Validity, in layman’s terms, asks the question “Does the device, concept, or procedure used measure what it is that we want it to measure?” When I choose to assess my students on one of the Georgia Standards of American Literature, I have to be sure of the validity of my assessment: does it actually gauge their understanding of that material or core concept that I want it to — if the answer is no, than I have an invalid assessment (giving a vocabulary test to see if they read a chapter from The Scarlet Letter would be invalid).

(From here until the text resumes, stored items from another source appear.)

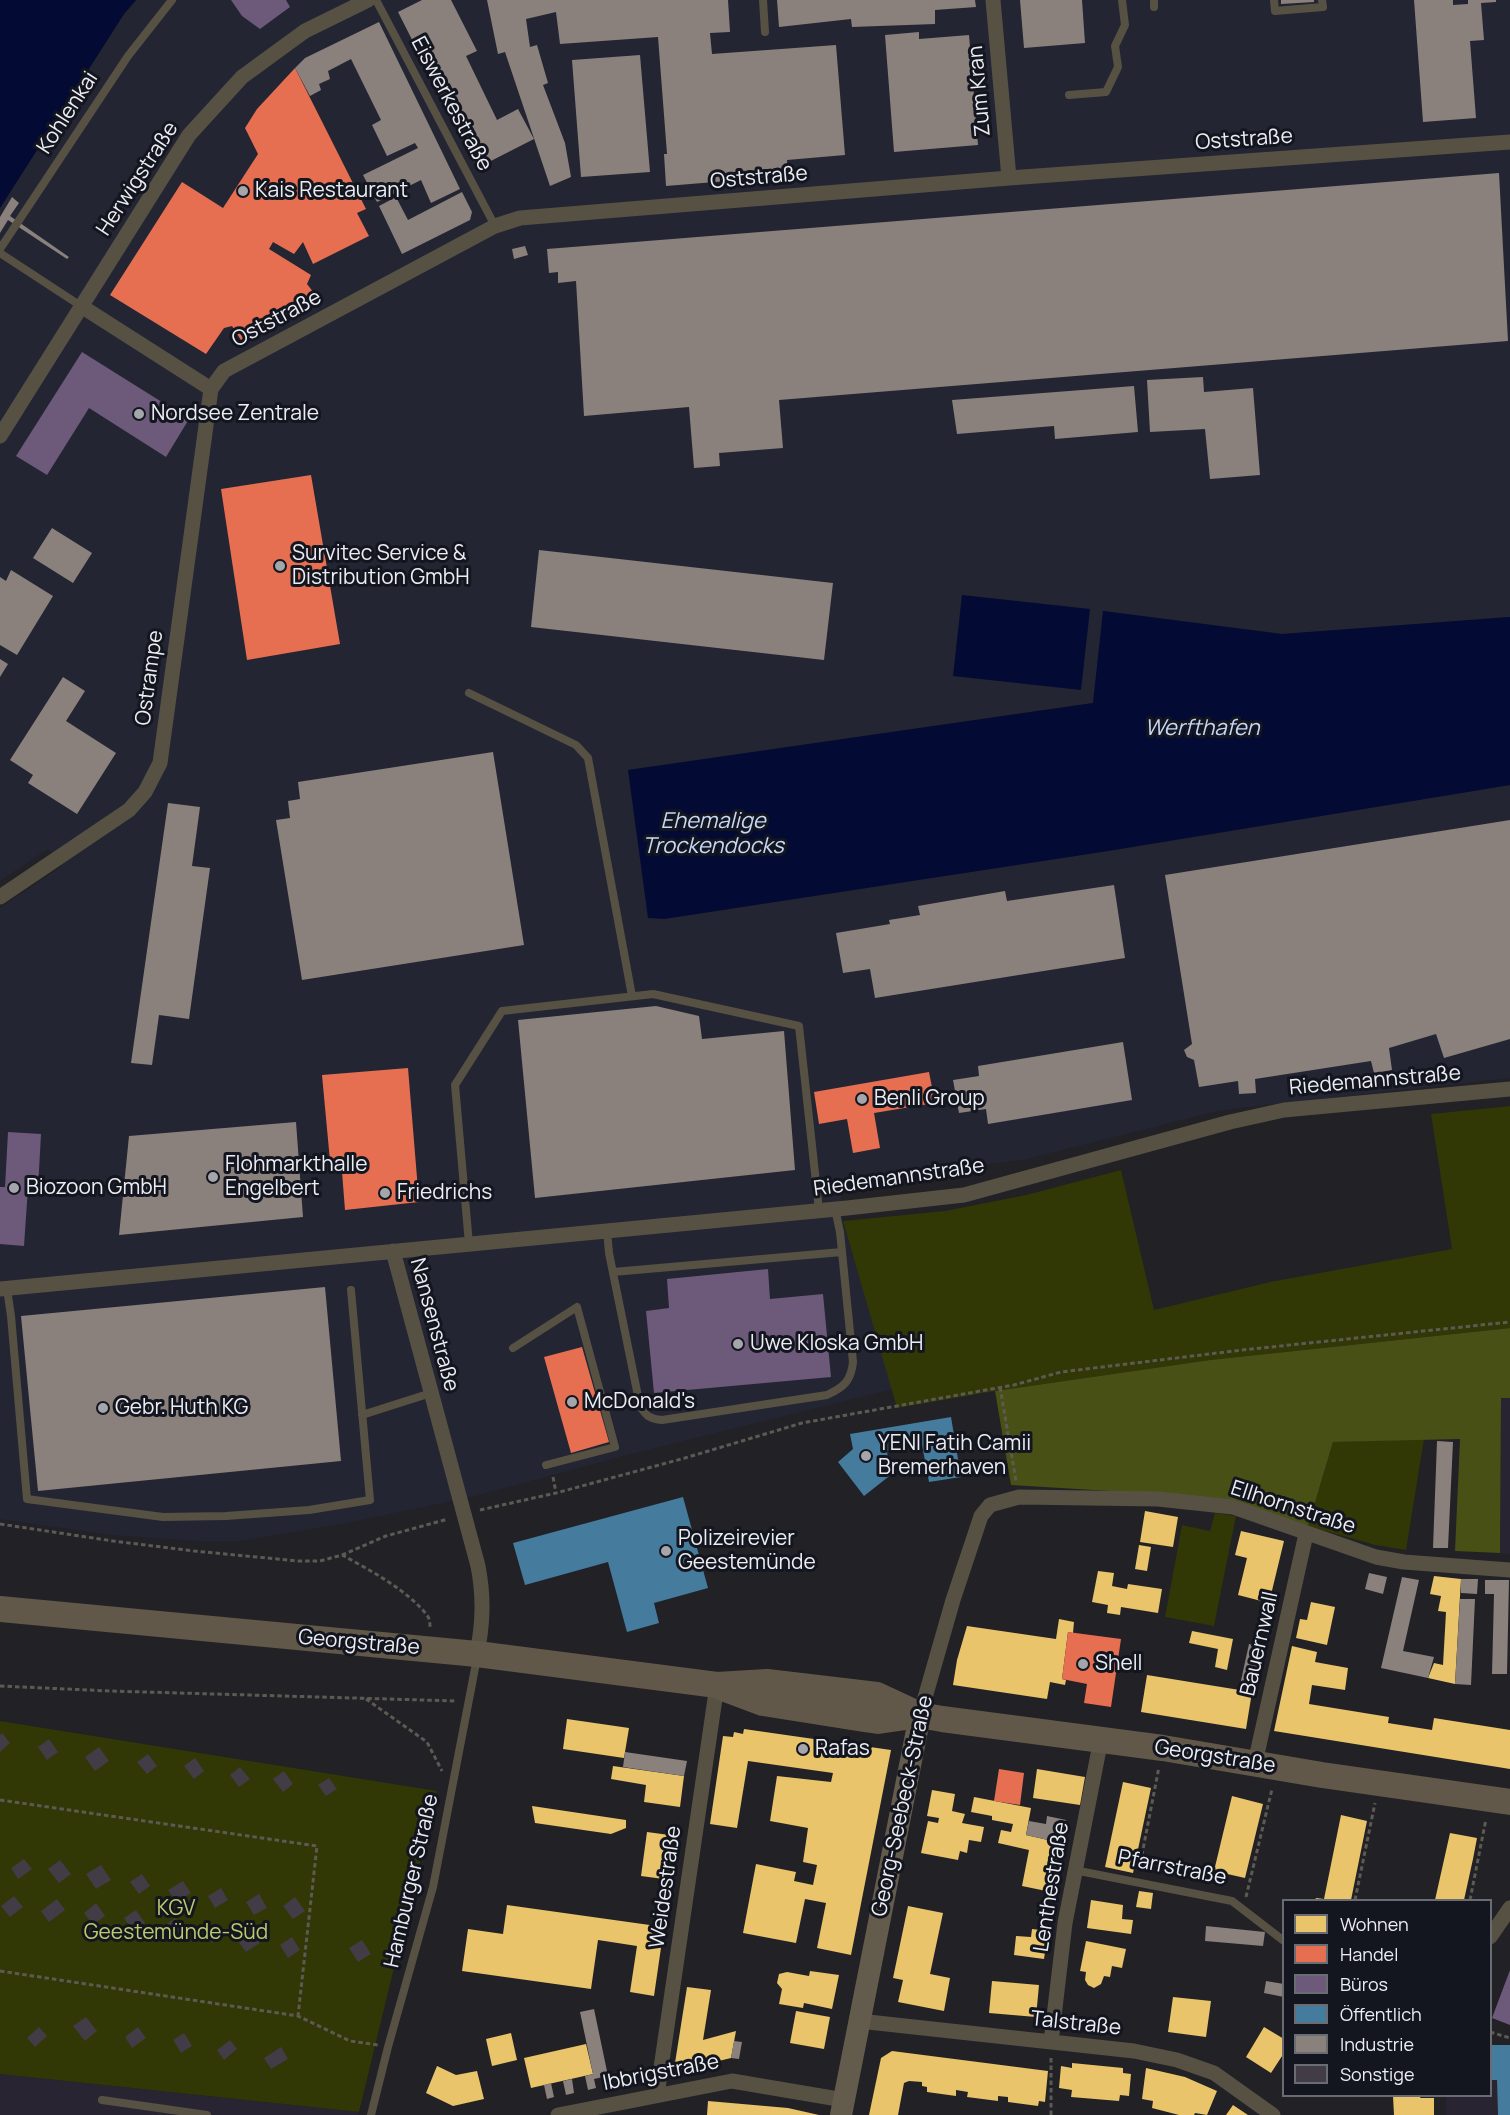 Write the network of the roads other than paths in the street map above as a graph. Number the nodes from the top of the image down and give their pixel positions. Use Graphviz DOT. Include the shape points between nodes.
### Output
graph roads {
  1 [pos="172,0"];
  2 [pos="368,0"];
  3 [pos="376,0"];
  4 [pos="763,0"];
  5 [pos="993,0"];
  6 [pos="1122,0"];
  7 [pos="1274,0"];
  8 [pos="1322,0"];
  9 [pos="765,32"];
  10 [pos="1070,95"];
  11 [pos="1510,142"];
  12 [pos="1009,178"];
  13 [pos="495,226"];
  14 [pos="0,251"];
  15 [pos="81,306"];
  16 [pos="211,389"];
  17 [pos="0,436"];
  18 [pos="470,693"];
  19 [pos="0,897"];
  20 [pos="632,996"];
  21 [pos="1510,1089"];
  22 [pos="835,1209"];
  23 [pos="819,1210"];
  24 [pos="607,1231"];
  25 [pos="469,1244"];
  26 [pos="393,1251"];
  27 [pos="842,1251"];
  28 [pos="613,1272"];
  29 [pos="4,1289"];
  30 [pos="351,1290"];
  31 [pos="513,1348"];
  32 [pos="431,1393"];
  33 [pos="362,1414"];
  34 [pos="548,1465"];
  35 [pos="990,1505"];
  36 [pos="1306,1534"];
  37 [pos="1510,1570"];
  38 [pos="0,1609"];
  39 [pos="477,1654"];
  40 [pos="717,1685"];
  41 [pos="920,1715"];
  42 [pos="1101,1739"];
  43 [pos="1266,1765"];
  44 [pos="1500,1800"];
  45 [pos="1074,1870"];
  46 [pos="1510,1908"];
  47 [pos="1492,1935"];
  48 [pos="1282,1939"];
  49 [pos="860,2021"];
  50 [pos="1051,2042"];
  51 [pos="657,2095"];
  52 [pos="102,2100"];
  53 [pos="842,2108"];
  54 [pos="207,2115"];
  55 [pos="371,2115"];
  56 [pos="558,2115"];
  57 [pos="1273,2115"];
  1 -- 14 [label="lane, Kohlenkai" via="128,56"];
  2 -- 15 [label="street, Herwigstraße" via="305,31 242,77 189,135"];
  3 -- 13 [label="lane, Eiswerkestraße"];
  4 -- 9 [label="lane"];
  5 -- 12 [label="street, Zum Kran"];
  6 -- 10 [label="lane" via="1125,25 1116,46 1118,67 1106,92"];
  7 -- 8 [label="lane" via="1275,11 1323,7"];
  11 -- 12 [label="street, Oststraße"];
  12 -- 13 [label="street, Oststraße" via="520,218"];
  13 -- 16 [label="street, Oststraße" via="224,371"];
  14 -- 15 [label="lane"];
  15 -- 16 [label="street"];
  15 -- 17 [label="street, Herwigstraße"];
  16 -- 19 [label="street, Ostrampe" via="160,763 145,792 129,810"];
  18 -- 20 [label="lane" via="576,745 588,758"];
  20 -- 23 [label="lane" via="653,994 799,1026"];
  20 -- 25 [label="lane" via="502,1011 496,1020 454,1085"];
  21 -- 22 [label="street, Riedemannstraße" via="1284,1110 964,1195"];
  22 -- 23 [label="street, Riedemannstraße"];
  22 -- 27 [label="lane"];
  23 -- 24 [label="street, Riedemannstraße"];
  24 -- 25 [label="street, Riedemannstraße"];
  24 -- 28 [label="lane"];
  25 -- 26 [label="street, Riedemannstraße"];
  26 -- 29 [label="street, Nansenstraße"];
  26 -- 32 [label="street, Nansenstraße"];
  27 -- 28 [label="lane"];
  27 -- 28 [label="lane" via="853,1362 847,1383 826,1395 662,1420 645,1415 640,1406"];
  29 -- 33 [label="lane" via="11,1316 27,1499 164,1517 309,1510 370,1500"];
  30 -- 33 [label="lane"];
  31 -- 34 [label="lane" via="577,1307 615,1447"];
  32 -- 33 [label="lane"];
  32 -- 39 [label="street, Nansenstraße" via="481,1583 483,1623"];
  35 -- 36 [label="street, Ellhornstraße" via="1019,1497 1158,1499 1233,1507"];
  35 -- 41 [label="street, Georg-Seebeck-Straße" via="981,1516"];
  36 -- 37 [label="street, Ellhornstraße" via="1404,1562"];
  36 -- 43 [label="street, Bauernwall"];
  38 -- 39 [label="main road, Georgstraße"];
  39 -- 40 [label="main road, Georgstraße"];
  39 -- 55 [label="lane, Hamburger Straße" via="433,1887"];
  40 -- 41 [label="main road, Georgstraße" via="763,1703 864,1719"];
  40 -- 51 [label="street, Weidestraße"];
  41 -- 42 [label="main road, Georgstraße"];
  41 -- 49 [label="street, Georg-Seebeck-Straße"];
  42 -- 43 [label="main road, Georgstraße"];
  42 -- 45 [label="street, Lenthestraße"];
  43 -- 44 [label="main road, Georgstraße"];
  45 -- 48 [label="lane, Pfarrstraße" via="1232,1901"];
  45 -- 50 [label="street, Lenthestraße"];
  46 -- 47 [label="street"];
  49 -- 50 [label="street, Talstraße"];
  49 -- 53 [label="street, Georg-Seebeck-Straße"];
  50 -- 57 [label="street, Talstraße" via="1177,2060 1214,2073"];
  51 -- 53 [label="street, Ibbrigstraße" via="732,2080"];
  51 -- 56 [label="street, Ibbrigstraße"];
  52 -- 54 [label="lane"];
}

The validity of the EMF detector must be called into question (Note: minding shared blog etiquette and aware of my column inches, I will not go into too much detail on how EMF works — I recommend a physics book or Wikipedia). One of the first things paranormal investigators do is take a “baseline reading” of a site. This is the site’s natural level of electromagnetic field. Whenever this baseline reading jumps, it is considered to be evidence of a ghost. Granted, I have been in situations where a .01 reading will suddenly jump to 7.1, a strange anomaly that will put shivers down your spine. Unfortunately, the idea of “sudden, unexplained spikes of EMF” is a fallacy.
The electromagnetic field is compromised of many sources of energies: static electric fields, static magnetic fields, radio frequencies, light, gamma rays and x rays, mobile phone radiation, and ultraviolet light — a fluctuation in any of these can break the baseline. EMF exists in natural environments and spikes occur for innumerable reasons — copper, iron and other ores, humidity, water flow, limestone, chalk, sunspots, and even the human body are all carriers and conductors of electro-magnetic fields. With the never-ending list of sources, the idea of an EMF base reading is next to impossible to read with a simple walk through, but rather takes hours, if not days, to gauge an accurate baseline.
Unfortunately, the usage of an EMF reader as proper “ghost hunting” gear is invalid — we have no idea as to whether or not the device actually calculates paranormal activity no more than a thermometer can be used to gauge the time of the day. It is next to impossible to conclude that EMF equates to ghost activity. The probability of a typical EMF reading stemming from a paranormal source is unrealistic due to the myriad of other natural sources. More likely, a typical spike in EMF stems from radio frequency fluctuations, a cell phone, or even a solar flare, rather than Auntie Mary Beth trying to tell you she buried her life savings behind the barn and she wants you to start digging.
Until a device is designed that detects the source of EMF rather than the EMF itself, EMF detection can only be used as a flag of possible paranormal activity and cannot be used as the desired evidence so sought over. But with each rising needle or rising LED display, we need to remember that the probability of the source being solely paranormal is next to nothing. The paranormal community has taken a natural phenomenon and molested it to its own need of validation. The search for proof of ghosts is next to impossible until the proper equipment is designed and validated.
Or fall prey to my good friend Dave, with his Ph.D physics from Emory University who stated after listening to a member of my old paranormal group explain EMF detection: “That guy has no idea what the hell he is talking about, but sure thinks he does.”